C.A. No.: 9:04-01819-PMD (D.S.C. Mar. 18, 2010)

Opinion

C.A. No.: 9:04-01819-PMD.

March 18, 2010


ORDER


This matter is before the court on Plaintiff Kevin Smith's, a/k/a Bar None Royal Blackness's, ("Plaintiff") Objections to the Report and Recommendation ("R R") of a United States Magistrate Judge. Plaintiff originally filed this action alleging that the Defendants violated his constitutional rights and the Religious Land Use and Institutionalized Persons Act ("RLUIPA") on June 23, 2004. By Order filed March 20, 2007, Defendants were granted summary judgment on all of Plaintiff's claims. Plaintiff filed a Notice of Appeal with the United States Court of Appeals for the Fourth Circuit, and in a decision issued July 31, 2009, the Fourth Circuit affirmed the decision of the District Court, with the exception of Plaintiff's claim asserted under RLUIPA, which was remanded for further consideration. Smith v. Ozmint, 578 F.3d 246 (4th Cir. 2009).

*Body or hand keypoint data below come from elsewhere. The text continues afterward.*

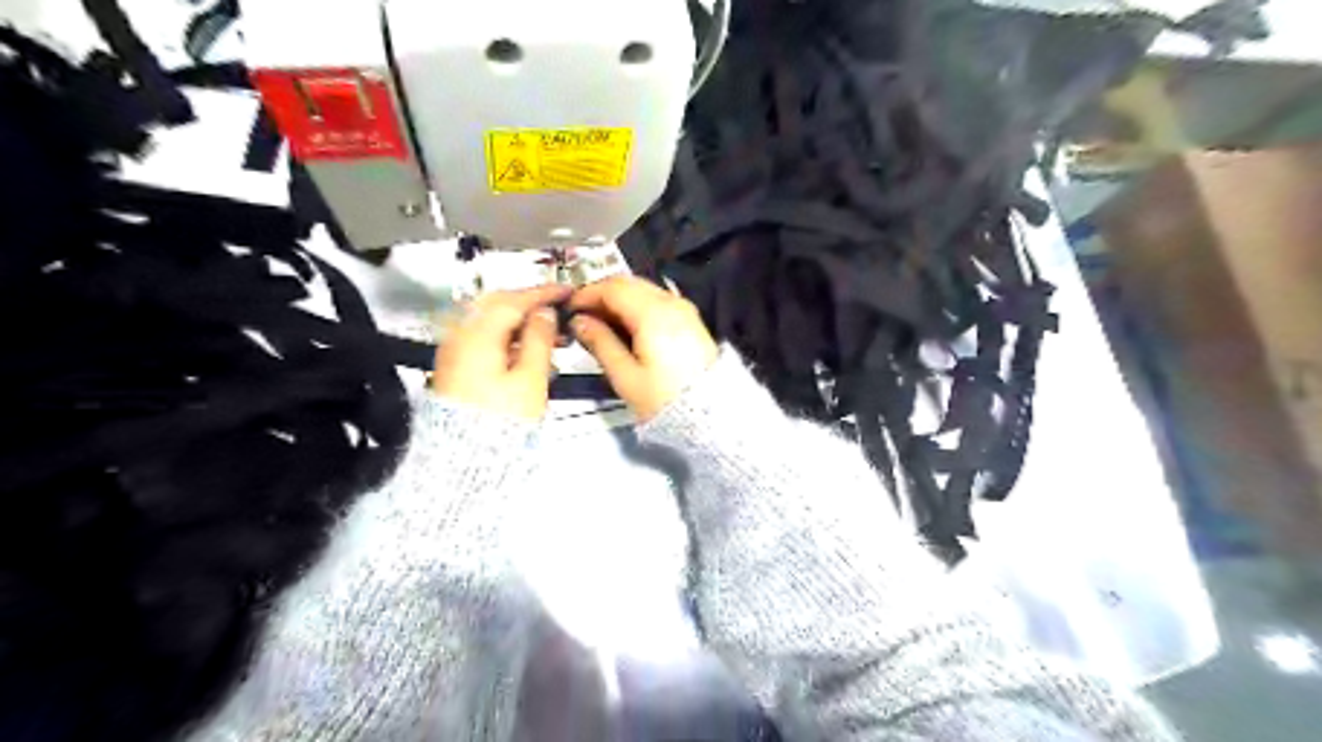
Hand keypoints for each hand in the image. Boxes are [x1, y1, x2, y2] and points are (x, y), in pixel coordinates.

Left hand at [435, 284, 568, 421]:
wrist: (466, 459)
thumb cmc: (504, 419)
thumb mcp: (530, 379)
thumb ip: (539, 339)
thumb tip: (544, 312)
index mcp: (478, 334)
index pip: (513, 300)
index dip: (543, 293)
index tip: (568, 291)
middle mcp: (459, 335)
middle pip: (495, 304)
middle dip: (527, 302)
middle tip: (557, 308)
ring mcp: (454, 350)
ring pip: (487, 319)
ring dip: (517, 318)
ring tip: (549, 330)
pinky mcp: (455, 365)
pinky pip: (481, 336)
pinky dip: (505, 333)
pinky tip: (526, 346)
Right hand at [565, 274, 719, 421]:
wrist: (710, 414)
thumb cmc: (663, 399)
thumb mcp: (625, 376)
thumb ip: (600, 343)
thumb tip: (579, 321)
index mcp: (653, 313)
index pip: (613, 288)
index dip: (586, 293)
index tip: (568, 308)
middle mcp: (671, 302)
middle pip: (629, 283)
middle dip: (602, 294)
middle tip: (582, 315)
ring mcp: (684, 309)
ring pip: (644, 289)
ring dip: (619, 299)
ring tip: (600, 323)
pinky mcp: (690, 320)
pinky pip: (657, 301)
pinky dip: (636, 306)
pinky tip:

Upon return of the case to this Court, Plaintiff filed a motion for a preliminary injunction. On October 30, 2009, Defendants filed a renewed motion for summary judgment on Plaintiff's RLUIPA claim. Plaintiff filed a response in opposition to the motion for summary judgment on November 23, 2009, and after being granted an extension of time, Defendants filed a reply on December 14, 2009. Plaintiff thereafter filed additional material in opposition to the Defendants' motion on December 23, 2009 and on January 4, 2010.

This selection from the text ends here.